On Tue, 9 Mar 2021 14:48:24 -0500
Peter Xu <peterx@redhat.com> wrote:

> On Tue, Mar 09, 2021 at 12:26:07PM -0700, Alex Williamson wrote:
> > On Tue, 9 Mar 2021 13:47:39 -0500
> > Peter Xu <peterx@redhat.com> wrote:
> >   
> > > On Tue, Mar 09, 2021 at 12:40:04PM -0400, Jason Gunthorpe wrote:  
> > > > On Tue, Mar 09, 2021 at 08:29:51AM -0700, Alex Williamson wrote:    
> > > > > On Tue, 9 Mar 2021 08:46:09 -0400
> > > > > Jason Gunthorpe <jgg@nvidia.com> wrote:
> > > > >     
> > > > > > On Tue, Mar 09, 2021 at 03:49:09AM +0000, Zengtao (B) wrote:    
> > > > > > > Hi guys:
> > > > > > > 
> > > > > > > Thanks for the helpful comments, after rethinking the issue, I have proposed
> > > > > > >  the following change: 
> > > > > > > 1. follow_pte instead of follow_pfn.      
> > > > > > 
> > > > > > Still no on follow_pfn, you don't need it once you use vmf_insert_pfn    
> > > > > 
> > > > > vmf_insert_pfn() only solves the BUG_ON, follow_pte() is being used
> > > > > here to determine whether the translation is already present to avoid
> > > > > both duplicate work in inserting the translation and allocating a
> > > > > duplicate vma tracking structure.    
> > > >  
> > > > Oh.. Doing something stateful in fault is not nice at all
> > > > 
> > > > I would rather see __vfio_pci_add_vma() search the vma_list for dups
> > > > than call follow_pfn/pte..    
> > > 
> > > It seems to me that searching vma list is still the simplest way to fix the
> > > problem for the current code base.  I see io_remap_pfn_range() is also used in
> > > the new series - maybe that'll need to be moved to where PCI_COMMAND_MEMORY got
> > > turned on/off in the new series (I just noticed remap_pfn_range modifies vma
> > > flags..), as you suggested in the other email.  
> > 
> > 
> > In the new series, I think the fault handler becomes (untested):
> > 
> > static vm_fault_t vfio_pci_mmap_fault(struct vm_fault *vmf)
> > {
> >         struct vm_area_struct *vma = vmf->vma;
> >         struct vfio_pci_device *vdev = vma->vm_private_data;
> >         unsigned long base_pfn, pgoff;
> >         vm_fault_t ret = VM_FAULT_SIGBUS;
> > 
> >         if (vfio_pci_bar_vma_to_pfn(vma, &base_pfn))
> >                 return ret;
> > 
> >         pgoff = (vmf->address - vma->vm_start) >> PAGE_SHIFT;
> > 
> >         down_read(&vdev->memory_lock);
> > 
> >         if (__vfio_pci_memory_enabled(vdev))
> >                 ret = vmf_insert_pfn(vma, vmf->address, pgoff + base_pfn);
> > 
> >         up_read(&vdev->memory_lock);
> > 
> >         return ret;
> > }  
> 
> It's just that the initial MMIO access delay would be spread to the 1st access
> of each mmio page access rather than using the previous pre-fault scheme.  I
> think an userspace cares the delay enough should pre-fault all pages anyway,
> but just raise this up.  Otherwise looks sane.
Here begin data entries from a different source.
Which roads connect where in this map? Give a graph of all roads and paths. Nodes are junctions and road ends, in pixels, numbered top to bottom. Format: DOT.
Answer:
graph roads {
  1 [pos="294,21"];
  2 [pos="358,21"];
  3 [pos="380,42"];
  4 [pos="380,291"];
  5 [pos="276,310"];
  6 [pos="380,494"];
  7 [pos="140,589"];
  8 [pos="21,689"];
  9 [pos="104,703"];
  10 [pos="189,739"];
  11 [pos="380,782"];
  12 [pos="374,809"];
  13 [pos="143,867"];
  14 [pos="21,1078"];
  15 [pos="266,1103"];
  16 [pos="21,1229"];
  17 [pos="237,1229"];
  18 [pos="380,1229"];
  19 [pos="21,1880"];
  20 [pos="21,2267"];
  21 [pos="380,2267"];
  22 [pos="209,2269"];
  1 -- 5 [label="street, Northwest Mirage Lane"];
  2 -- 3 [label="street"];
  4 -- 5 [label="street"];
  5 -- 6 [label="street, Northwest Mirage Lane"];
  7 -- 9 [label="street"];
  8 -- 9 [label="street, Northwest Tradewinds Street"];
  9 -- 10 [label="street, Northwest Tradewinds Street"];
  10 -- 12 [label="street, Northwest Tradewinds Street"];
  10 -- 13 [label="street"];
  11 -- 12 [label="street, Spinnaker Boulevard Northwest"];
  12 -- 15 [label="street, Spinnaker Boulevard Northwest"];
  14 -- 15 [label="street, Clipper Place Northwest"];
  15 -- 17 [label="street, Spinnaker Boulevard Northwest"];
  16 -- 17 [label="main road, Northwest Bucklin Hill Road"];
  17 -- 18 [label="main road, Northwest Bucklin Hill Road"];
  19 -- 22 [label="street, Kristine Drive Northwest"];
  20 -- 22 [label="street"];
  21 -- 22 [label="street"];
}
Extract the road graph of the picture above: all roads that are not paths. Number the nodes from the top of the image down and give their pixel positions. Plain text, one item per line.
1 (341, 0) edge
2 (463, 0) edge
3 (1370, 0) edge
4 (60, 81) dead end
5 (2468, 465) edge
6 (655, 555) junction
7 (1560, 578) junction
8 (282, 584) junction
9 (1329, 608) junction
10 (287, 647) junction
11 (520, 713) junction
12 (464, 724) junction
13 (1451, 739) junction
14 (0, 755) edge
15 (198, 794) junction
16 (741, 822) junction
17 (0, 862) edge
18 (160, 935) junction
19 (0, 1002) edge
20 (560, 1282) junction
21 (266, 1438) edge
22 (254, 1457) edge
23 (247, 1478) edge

Yep, this is a concern.  Is it safe to have loops concurrently and fully
populating the same vma with vmf_insert_pfn()?  If it is then we could
just ignore that we're doing duplicate work when we hit this race
condition.  Otherwise we'd need to serialize again, perhaps via a lock
and flag stored in a struct linked from vm_private_data, along with
tracking to free that object :-\  Thanks,

Alex


^ permalink raw reply	[flat|nested] 20+ messages in thread

* Re: [PATCH] vfio/pci: make the vfio_pci_mmap_fault reentrant
  2021-03-09 20:11                   ` Alex Williamson
@ 2021-03-09 21:00                     ` Peter Xu
  2021-03-09 21:43                       ` Alex Williamson
  0 siblings, 1 reply; 20+ messages in thread
From: Peter Xu @ 2021-03-09 21:00 UTC (permalink / raw)
  To: Alex Williamson
  Cc: Jason Gunthorpe, Zengtao (B),
	Cornelia Huck, Kevin Tian, Andrew Morton, Giovanni Cabiddu,
	Michel Lespinasse, Jann Horn, Max Gurtovoy, kvm, linux-kernel,
	Linuxarm

On Tue, Mar 09, 2021 at 01:11:04PM -0700, Alex Williamson wrote:
> > It's just that the initial MMIO access delay would be spread to the 1st access
> > of each mmio page access rather than using the previous pre-fault scheme.  I
> > think an userspace cares the delay enough should pre-fault all pages anyway,
> > but just raise this up.  Otherwise looks sane.
> 
> Yep, this is a concern.  Is it safe to have loops concurrently and fully
> populating the same vma with vmf_insert_pfn()?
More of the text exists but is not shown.